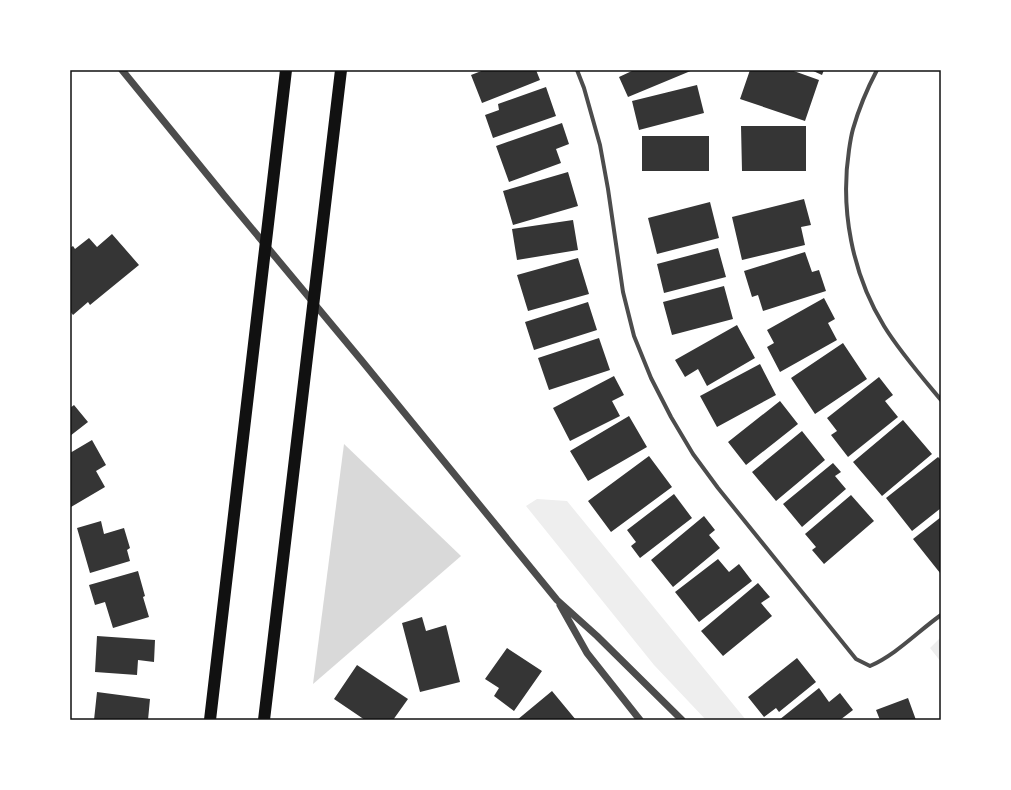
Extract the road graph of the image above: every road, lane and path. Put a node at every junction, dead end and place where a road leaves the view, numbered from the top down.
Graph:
1 (122, 70) edge
2 (286, 70) edge
3 (341, 70) edge
4 (577, 70) edge
5 (877, 70) edge
6 (941, 400) edge
7 (557, 600) junction
8 (941, 615) edge
9 (210, 720) edge
10 (264, 720) edge
11 (640, 720) edge
12 (682, 720) edge

1 - 7 street
2 - 9 highway
3 - 10 highway
4 - 8 street
5 - 6 street
7 - 11 street
7 - 12 street

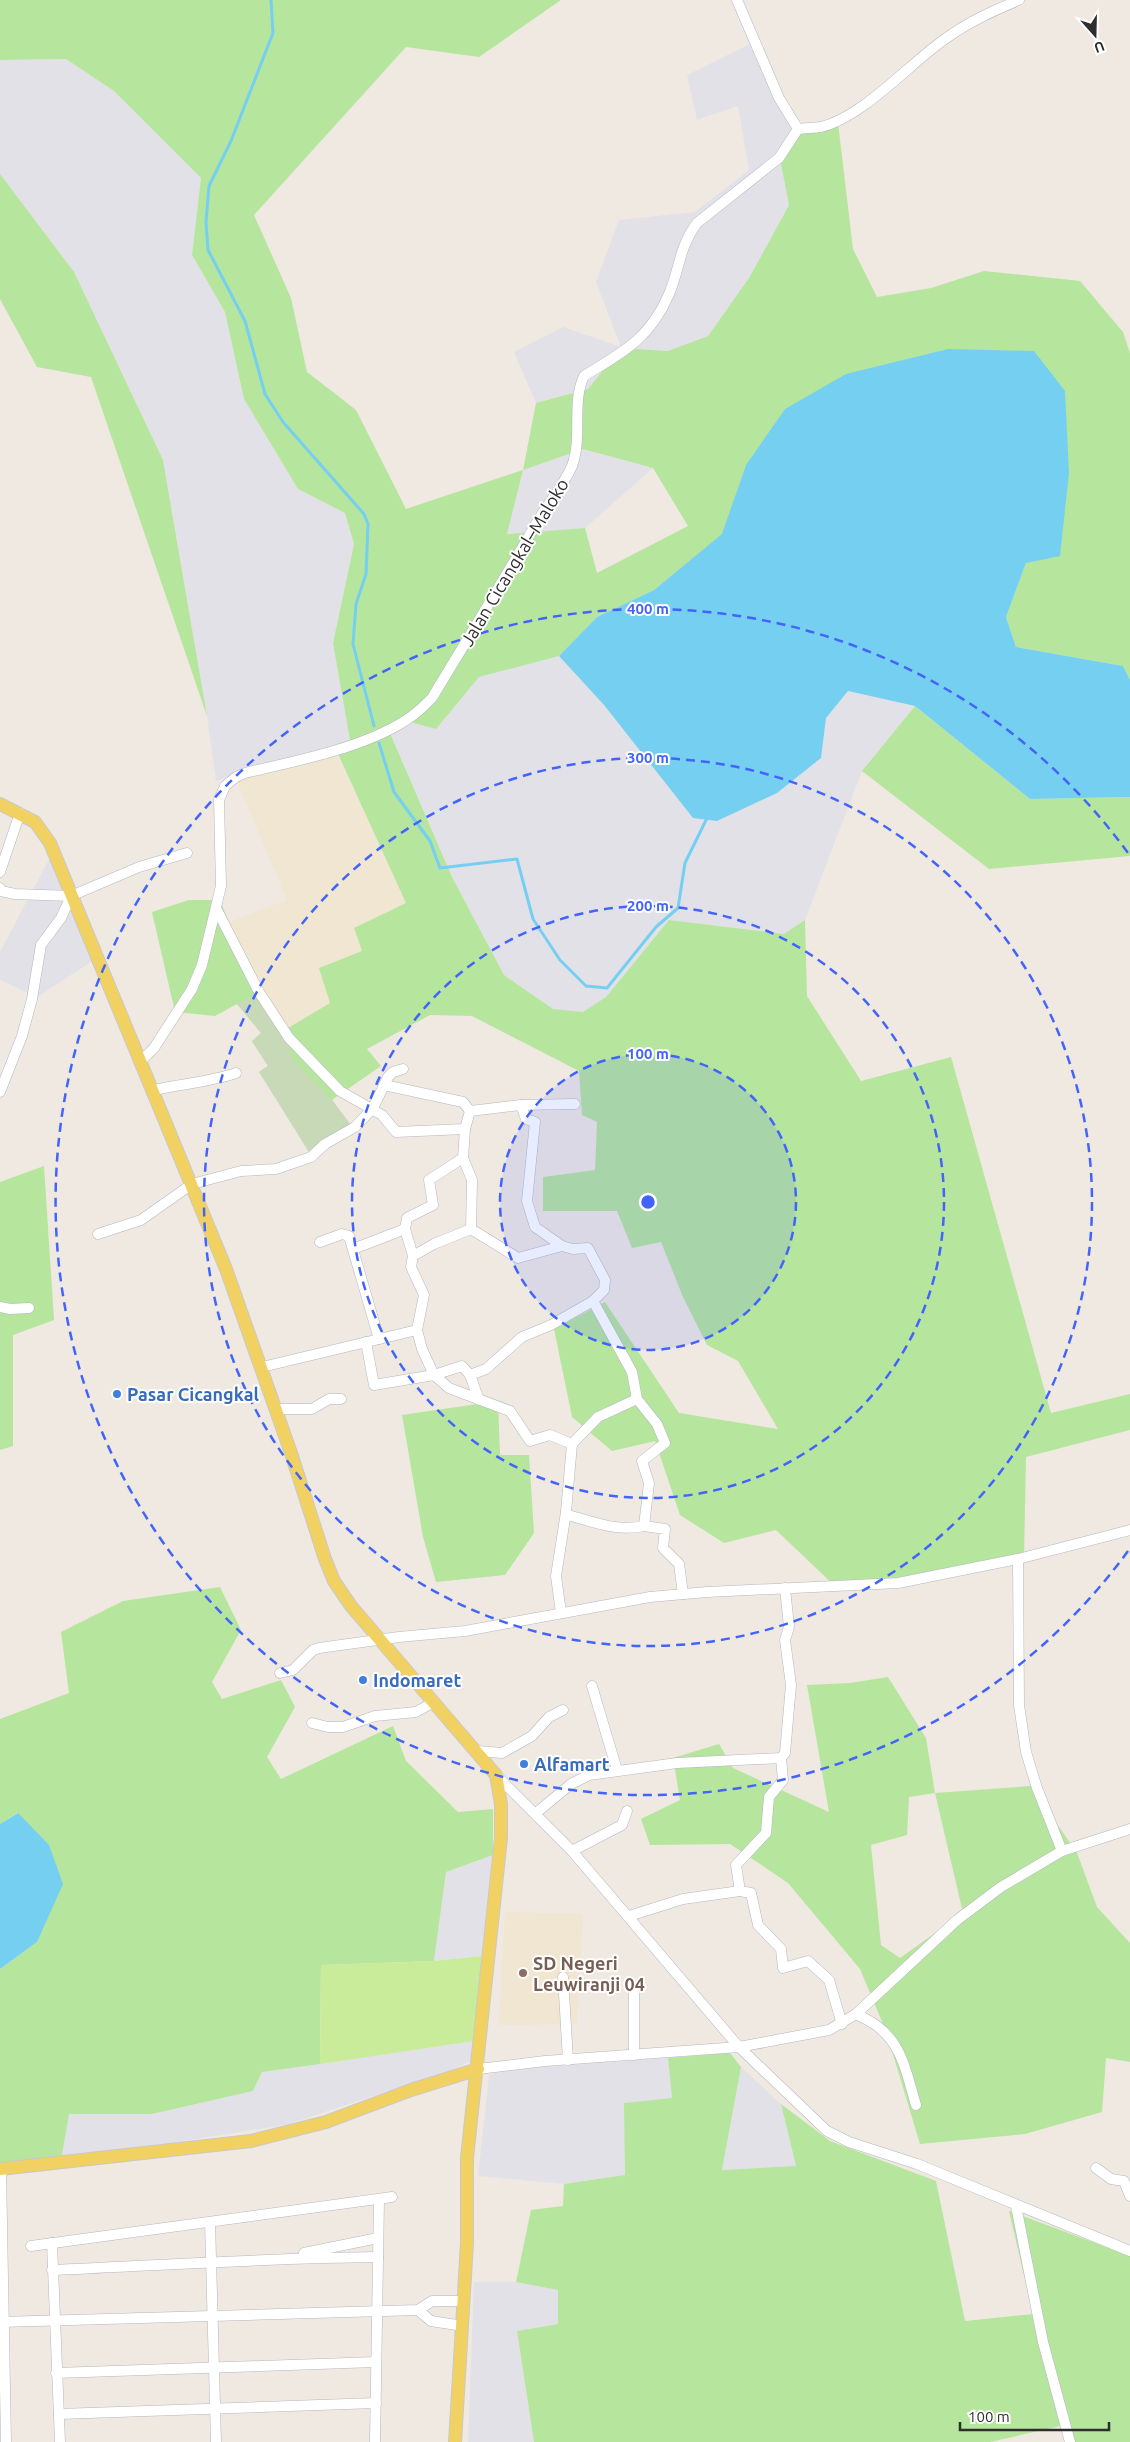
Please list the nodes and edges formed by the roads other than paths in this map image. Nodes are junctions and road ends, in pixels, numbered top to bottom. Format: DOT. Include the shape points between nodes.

________________

THE PROBLEM
The required output is the listing above reproduced exactly, pictures removed.

WRITTEN REPLY
Extract the road graph of the image above: every road, lane and path. Put a node at every junction, dead end and place where a road leaves the view, numbered from the top down.
Graph:
1 (122, 70) edge
2 (286, 70) edge
3 (341, 70) edge
4 (577, 70) edge
5 (877, 70) edge
6 (941, 400) edge
7 (557, 600) junction
8 (941, 615) edge
9 (210, 720) edge
10 (264, 720) edge
11 (640, 720) edge
12 (682, 720) edge

1 - 7 street
2 - 9 highway
3 - 10 highway
4 - 8 street
5 - 6 street
7 - 11 street
7 - 12 street

Please list the nodes and edges formed by the roads other than paths in this map image. Nodes are junctions and road ends, in pixels, numbered top to bottom. Format: DOT. Include the shape points between nodes.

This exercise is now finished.